Sunday 13th March 2011

  • Solr Power FTW: Make NoSQL Your Bitch!

    by Grant Ingersoll and RC Johnson

    Solr is an open source, Lucene based search platform originally developed by CNET and used by the likes of Netflix, Yelp, and StubHub which has been rapidly growing in popularity and features during the last few years. Learn how Solr can be used as a Not Only SQL (NoSQL) database along the lines of Cassandra, Memcached, and Redis.
    NoSQL data stores are regularly described as non-relational, distributed, internet-scalable and are used at both Facebook and Digg.

    This presentation will quickly cover the fundamentals of NoSQL data stores, the basics of Lucene, and what Solr brings to the table. Following that we will dive into the technical details of making Solr your primary query engine on large scale web applications, thus relegating your traditional relational database to little more than a simple key store.

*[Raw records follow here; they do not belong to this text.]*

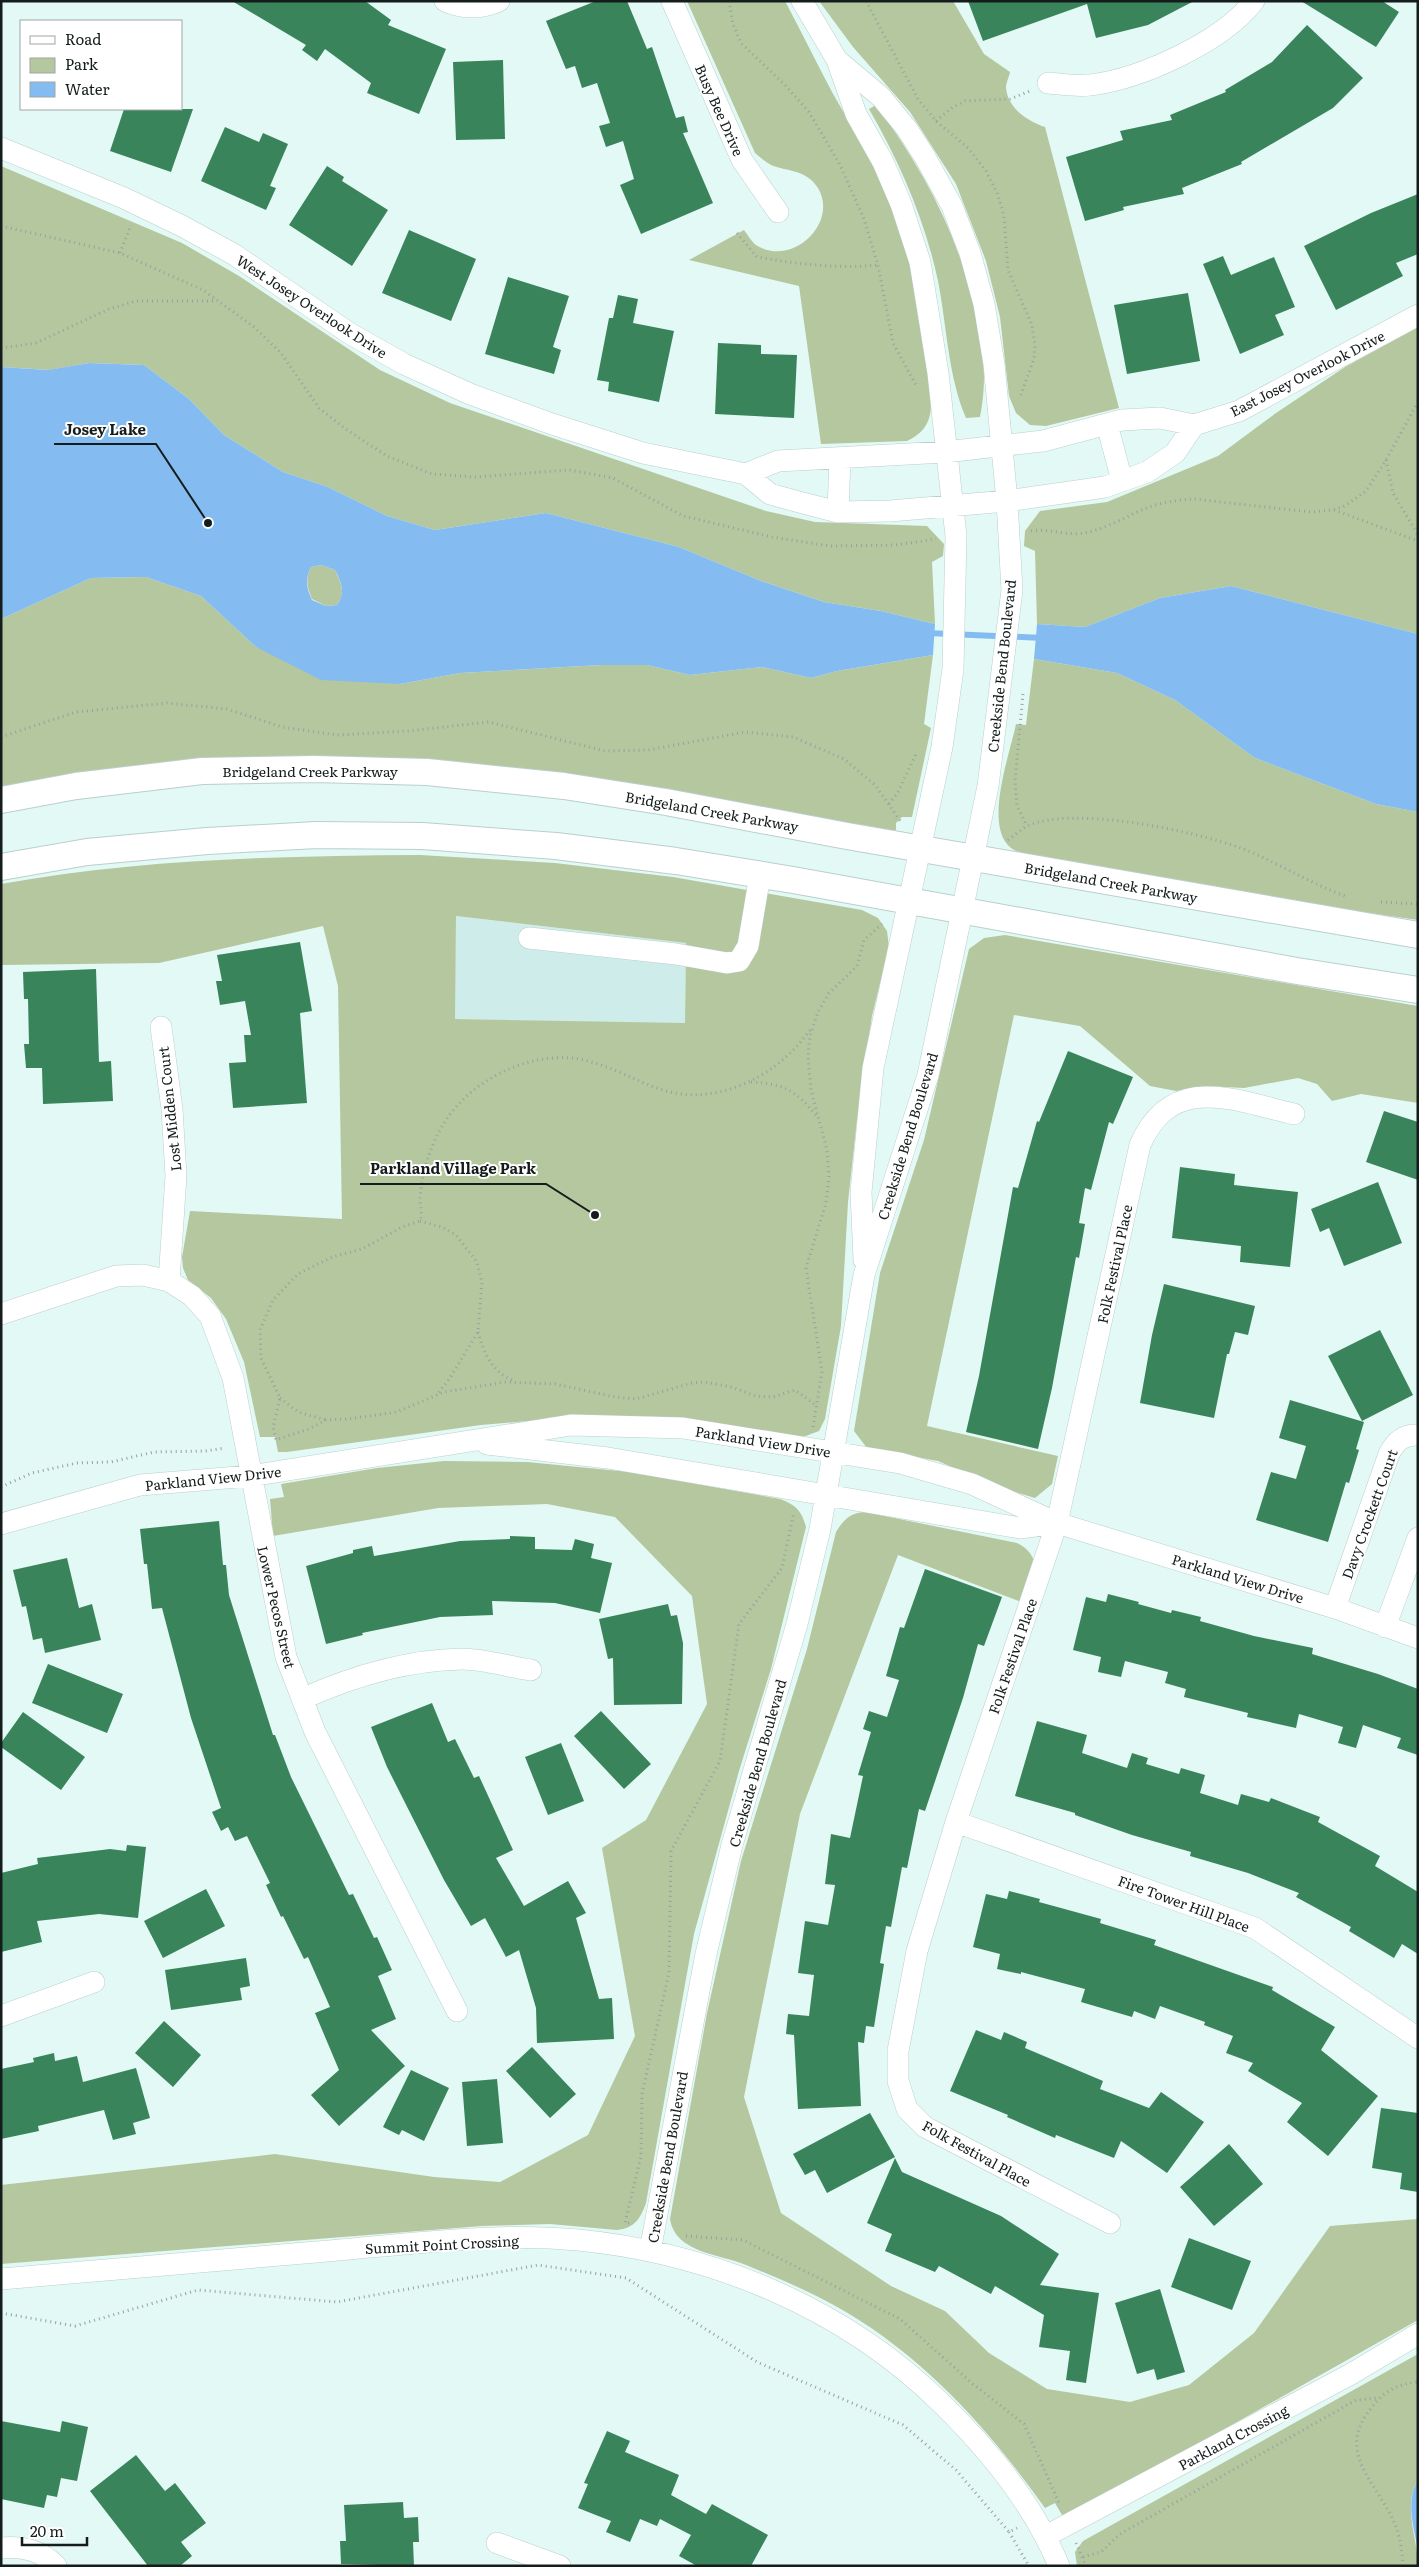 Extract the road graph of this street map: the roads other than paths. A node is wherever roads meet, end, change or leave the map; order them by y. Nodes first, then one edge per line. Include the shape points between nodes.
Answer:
1 (446, 1) edge
2 (499, 1) edge
3 (672, 1) edge
4 (802, 1) edge
5 (1254, 1) edge
6 (837, 60) junction
7 (1048, 83) road end
8 (1, 148) edge
9 (778, 212) dead end
10 (1418, 315) edge
11 (1107, 424) junction
12 (1194, 425) junction
13 (1001, 447) junction
14 (946, 452) junction
15 (840, 458) junction
16 (746, 474) junction
17 (1122, 481) junction
18 (1007, 501) junction
19 (951, 508) junction
20 (838, 512) junction
21 (1, 800) edge
22 (922, 838) junction
23 (976, 846) junction
24 (1, 867) edge
25 (760, 875) junction
26 (909, 901) junction
27 (960, 910) junction
28 (1418, 935) edge
29 (529, 938) dead end
30 (1418, 990) edge
31 (161, 1027) dead end
32 (1294, 1114) dead end
33 (864, 1274) junction
34 (169, 1281) junction
35 (1, 1314) edge
36 (1418, 1435) edge
37 (457, 1441) junction
38 (833, 1452) junction
39 (250, 1476) junction
40 (826, 1495) junction
41 (1057, 1523) junction
42 (1, 1524) edge
43 (1418, 1538) edge
44 (1335, 1608) junction
45 (1385, 1627) junction
46 (1418, 1638) edge
47 (531, 1670) dead end
48 (302, 1699) junction
49 (956, 1822) junction
50 (94, 1982) dead end
51 (457, 2011) dead end
52 (1, 2016) edge
53 (1418, 2038) edge
54 (1110, 2223) dead end
55 (650, 2251) junction
56 (1, 2279) edge
57 (1418, 2334) edge
58 (1046, 2536) junction
59 (497, 2543) dead end
60 (1, 2548) edge
61 (56, 2566) edge
62 (560, 2566) edge
63 (1059, 2566) edge

1 - 2 street via 460,7 476,8
3 - 9 street, Busy Bee Drive via 742,160
4 - 6 street, Creekside Bend Boulevard
5 - 7 street via 1245,12 1193,49 1128,78 1088,86
6 - 13 street, Creekside Bend Boulevard via 881,97 907,129 952,206 970,253 984,304 994,364
6 - 14 street, Creekside Bend Boulevard via 856,114 883,162 920,262 938,373
8 - 16 street, West Josey Overlook Drive via 182,226 235,255 349,333 470,394 643,454
10 - 12 street, East Josey Overlook Drive via 1239,410
11 - 12 street via 1160,418
11 - 13 street via 1043,441
11 - 17 street
12 - 17 street via 1175,453 1147,472
13 - 14 street
13 - 18 street, Creekside Bend Boulevard
14 - 15 street
14 - 19 street, Creekside Bend Boulevard
15 - 16 street via 778,461
15 - 20 street
16 - 20 street, West Josey Overlook Drive via 770,494
17 - 18 street via 1105,487
18 - 19 street
18 - 23 street, Creekside Bend Boulevard via 1012,590 988,786
19 - 20 street, West Josey Overlook Drive
19 - 22 street, Creekside Bend Boulevard via 956,536 953,670 942,747
21 - 22 main road, Bridgeland Creek Parkway via 76,786 202,771 315,769 427,772 564,786
22 - 23 main road, Bridgeland Creek Parkway
22 - 26 street, Creekside Bend Boulevard
23 - 27 street, Creekside Bend Boulevard
23 - 28 main road, Bridgeland Creek Parkway
24 - 25 main road via 87,852 207,841 316,835 422,836 556,846 676,860
25 - 26 main road
25 - 29 street via 748,946 739,961 727,963 676,954
26 - 27 main road
26 - 33 street, Creekside Bend Boulevard via 873,1068 861,1192
27 - 30 main road
27 - 33 street, Creekside Bend Boulevard via 928,1075
31 - 34 street, Lost Midden Court via 172,1109 176,1176
32 - 41 street, Folk Festival Place via 1216,1096 1196,1096 1161,1112 1148,1127 1140,1145
33 - 38 street, Creekside Bend Boulevard
34 - 35 street, Lower Pecos Street via 143,1274 116,1276
34 - 39 street, Lower Pecos Street via 192,1296 210,1316 232,1378
36 - 44 street, Davy Crockett Court via 1403,1437 1389,1454
37 - 38 street, Parkland View Drive via 571,1424 683,1428
37 - 39 street, Parkland View Drive
37 - 40 street, Parkland View Drive via 608,1458
38 - 40 street, Creekside Bend Boulevard
38 - 41 street, Parkland View Drive via 900,1463 972,1484
39 - 42 street, Parkland View Drive via 140,1485
39 - 48 street, Lower Pecos Street via 286,1657
40 - 41 street, Parkland View Drive via 1020,1528
40 - 55 street, Creekside Bend Boulevard via 797,1624 732,1845 706,1954
41 - 44 street, Parkland View Drive
41 - 49 street, Folk Festival Place
43 - 45 street
44 - 45 street, Parkland View Drive
45 - 46 street, Parkland View Drive
47 - 48 street via 463,1659 404,1665 344,1680
48 - 51 street, Lower Pecos Street via 315,1732
49 - 53 street, Fire Tower Hill Place via 1254,1928
49 - 54 street, Folk Festival Place via 917,1951 898,2051 898,2081 907,2109 925,2127
50 - 52 street
55 - 56 street, Summit Point Crossing via 577,2240 489,2238
55 - 58 street, Summit Point Crossing via 723,2270 785,2296 841,2325 886,2355 927,2389 995,2460
57 - 58 street, Parkland Crossing via 1351,2374 1064,2515
58 - 63 street, Summit Point Crossing
59 - 62 street
60 - 61 street via 36,2551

    Real solutions to problems like handling four billion requests per month will be presented. We'll talk about sizing and configuring the Solr instances to maintain rapid response times under heavy load. We'll show you how to change the schema on a live system with tens of millions of documents indexed while supporting real-time results. And finally, we'll answer your questions about ways to work around the lack of transactions in Solr and how you can do all of this in a highly available solution.

    LEVEL: Advanced

    At 3:30pm to 4:30pm, Sunday 13th March

    In Ballroom B, Austin Convention Center

    Coverage slide deck

Monday 14th March 2011

  • Love, Music & APIs

    by Dave Haynes and Matthew Ogle

    In the old days it was DJs, A&R folks, labels and record store owners that were the gatekeepers to music. Today, we are seeing a new music gatekeeper emerge... the developer. Using open APIs, developers are creating new apps that change how people explore, discover, create and interact with music. But developers can't do it alone. They need data like gig listings, lyrics, recommendation tools and, of course, music! And they need it from reliable, structured and legitimate sources.

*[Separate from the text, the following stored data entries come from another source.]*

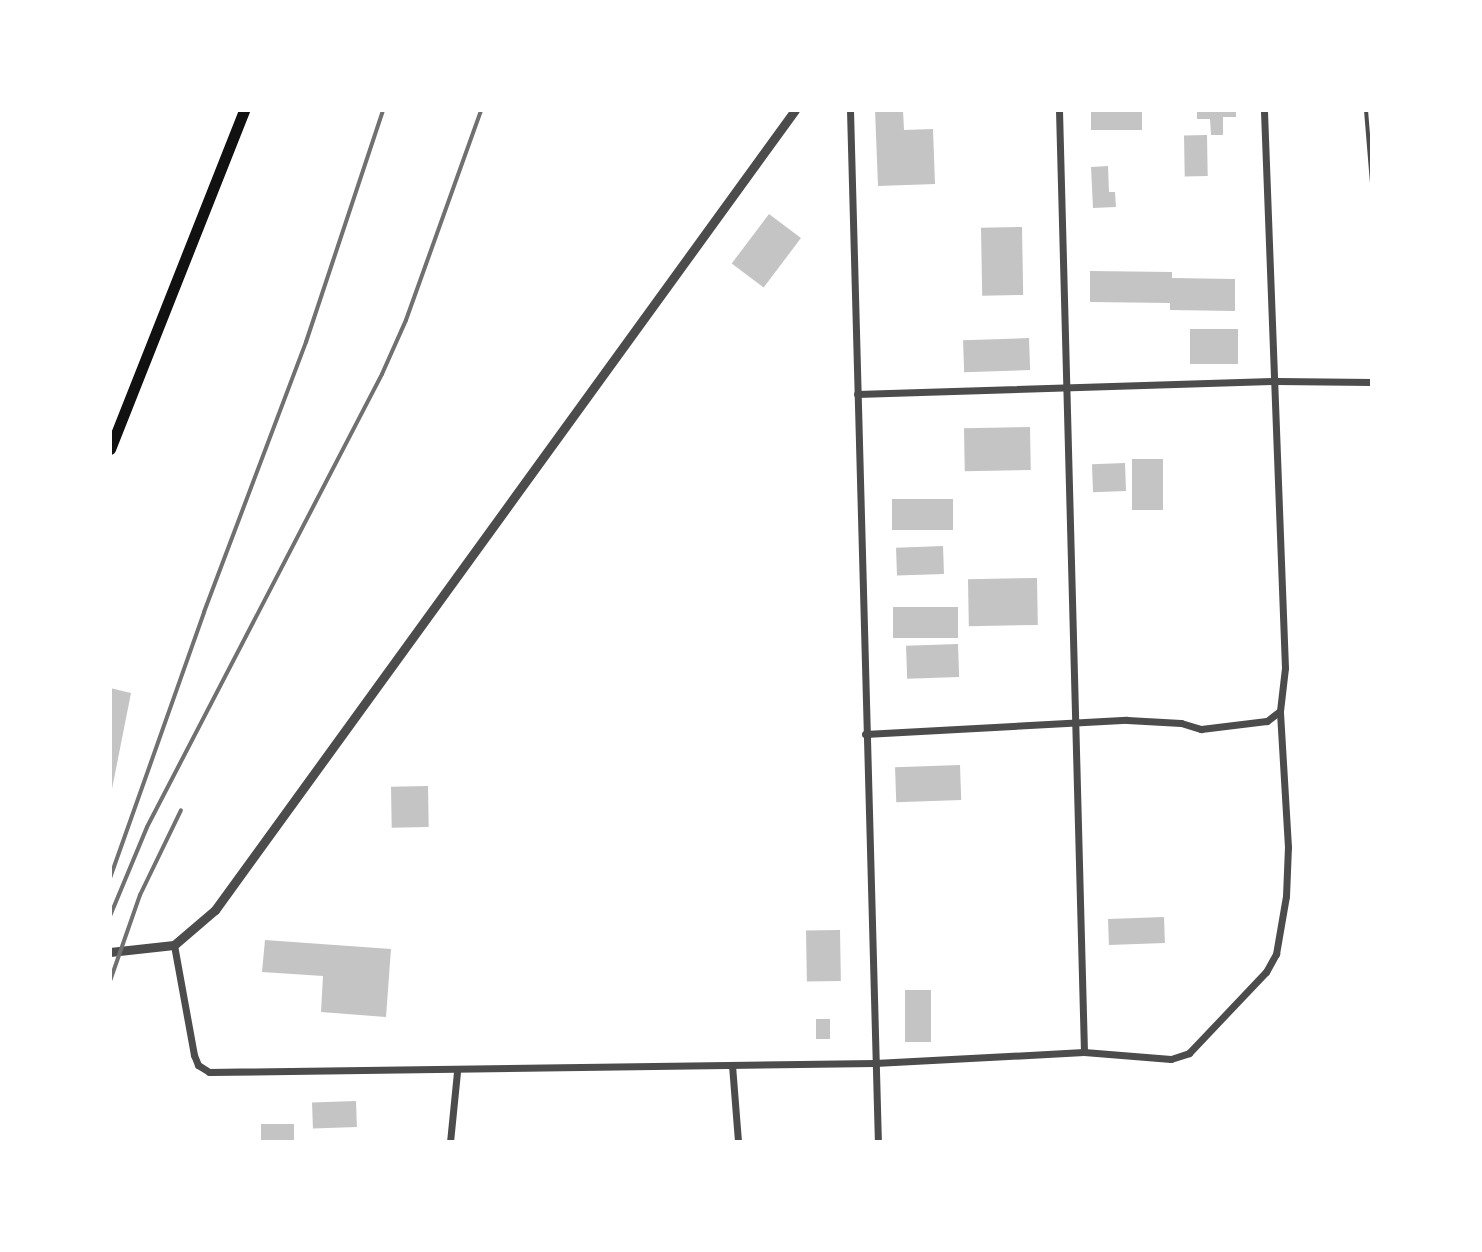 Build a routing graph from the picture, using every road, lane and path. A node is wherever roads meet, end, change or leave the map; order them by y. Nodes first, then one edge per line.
1 (244, 110) edge
2 (795, 110) edge
3 (850, 110) edge
4 (1059, 110) edge
5 (1264, 110) edge
6 (1366, 110) edge
7 (1372, 183) edge
8 (1276, 381) junction
9 (1372, 382) edge
10 (1068, 389) junction
11 (857, 394) junction
12 (110, 449) edge
13 (1280, 711) junction
14 (1074, 725) junction
15 (865, 734) junction
16 (174, 945) junction
17 (110, 952) edge
18 (1084, 1052) junction
19 (875, 1063) junction
20 (732, 1065) junction
21 (457, 1072) junction
22 (450, 1142) edge
23 (738, 1142) edge
24 (878, 1142) edge

1 - 12 main road
2 - 16 street
3 - 11 street
4 - 10 street
5 - 8 street
6 - 7 lane
8 - 9 street
8 - 10 street
8 - 13 street
10 - 11 street
10 - 14 street
11 - 15 street
13 - 14 street
13 - 18 street
14 - 15 street
14 - 18 street
15 - 19 street
16 - 17 street
16 - 21 street
18 - 19 street
19 - 20 street
19 - 24 street
20 - 21 street
20 - 23 street
21 - 22 street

    In this presentation we'll discuss and explore what is happening right now in the thriving music developer ecosystem. We'll describe some of the novel APIs that are making this happen and what sort of building blocks are being put into place from a variety of different sources. We'll demonstrate how companies within this ecosystem are working closely together in a spirit of co-operation. Each providing their own pieces to an expanding pool of resources from which developers can play, develop and create new music apps across different mediums - web, mobile, software and hardware. We'll highlight some of the next-generation of music apps that are being created in this thriving ecosystem.

    Finally we'll take a look at how music developers are coming together at events like Music Hack Day, where participants have just 24 hours to build the next generation of music apps. Someone once said, "APIs are the sex organs of software. Data is the DNA." If this is true, then Music Hack Days are orgies.